I am continuously facing this warning but have no idea what might be the issue, as it did not return which line of code triggers this. Does anyone have thoughts on what the common issue(s) could be?
python3.6/site-packages/torch/nn/parallel/_functions.py:61: UserWarning: Was asked to gather along dimension 0, but all input tensors were scalars; will instead unsqueeze and return a vector.
I just had the error this week myself, the cause is that you have a function/method (probably the
forward method of one or your modules) that returns a scalar, like an accuracy or loss function for example.
See this issue for more details. This is just a warning, but it could mean that your code doesn’t work properly.
For example, my use case was a learnable loss which was shared across GPUs with
DataParallel, but returned only a scalar in the
forward function, which was then stacked in a vector and caused an error further on. The solution to this specific problem was to call
loss = loss.mean(), which is what should happen when reassembling the values together anyway.
Thanks for sharing the insights. I did use
loss = loss.mean() before calling
backward. Do you know whether there is an easy way to check which line exactly causes the problem?

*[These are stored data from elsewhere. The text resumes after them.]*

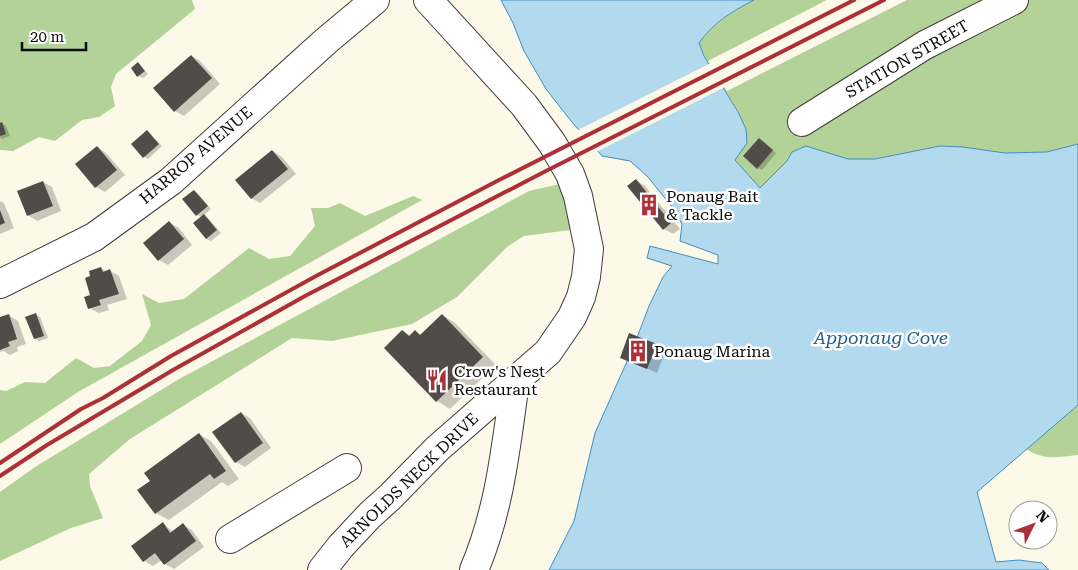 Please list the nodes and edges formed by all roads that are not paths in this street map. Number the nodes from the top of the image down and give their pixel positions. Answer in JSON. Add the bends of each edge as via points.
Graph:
{"nodes":[{"id":1,"x":375,"y":0,"type":"edge"},
{"id":2,"x":428,"y":0,"type":"edge"},
{"id":3,"x":1014,"y":0,"type":"edge"},
{"id":4,"x":802,"y":122,"type":"dead end"},
{"id":5,"x":0,"y":284,"type":"edge"},
{"id":6,"x":515,"y":382,"type":"junction"},
{"id":7,"x":347,"y":468,"type":"dead end"},
{"id":8,"x":230,"y":539,"type":"dead end"},
{"id":9,"x":322,"y":570,"type":"edge"},
{"id":10,"x":474,"y":570,"type":"edge"}],
"edges":[{"from":1,"to":5,"type":"street","name":"HARROP AVENUE","via":[[171,181],[94,237]]},
{"from":2,"to":6,"type":"street","name":"ARNOLDS NECK DRIVE","via":[[534,118],[552,143],[570,174],[584,221],[589,249],[582,297],[548,352]]},
{"from":3,"to":4,"type":"street","name":"STATION STREET","via":[[925,45]]},
{"from":6,"to":9,"type":"street","name":"ARNOLDS NECK DRIVE","via":[[437,449],[370,514]]},
{"from":6,"to":10,"type":"street","via":[[499,491],[485,545]]},
{"from":7,"to":8,"type":"street"}]}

I don’t know if you can check the internals of
DataParallel, but in my case I simply printed the loss value inside the
forward method, which was a scalar, and the loss value outside the method (thus inside the training script), which was a vector.
Actually, just re-read the issue on github, and I realized that calling
.mean() might be a weak solution, in case you have batch sizes that are not equally divided across the GPUs. The proper solution seems to be summing all outputs for the loss, and then dividing with the total batch size (after scaling the individual losses by their local batch sizes as well).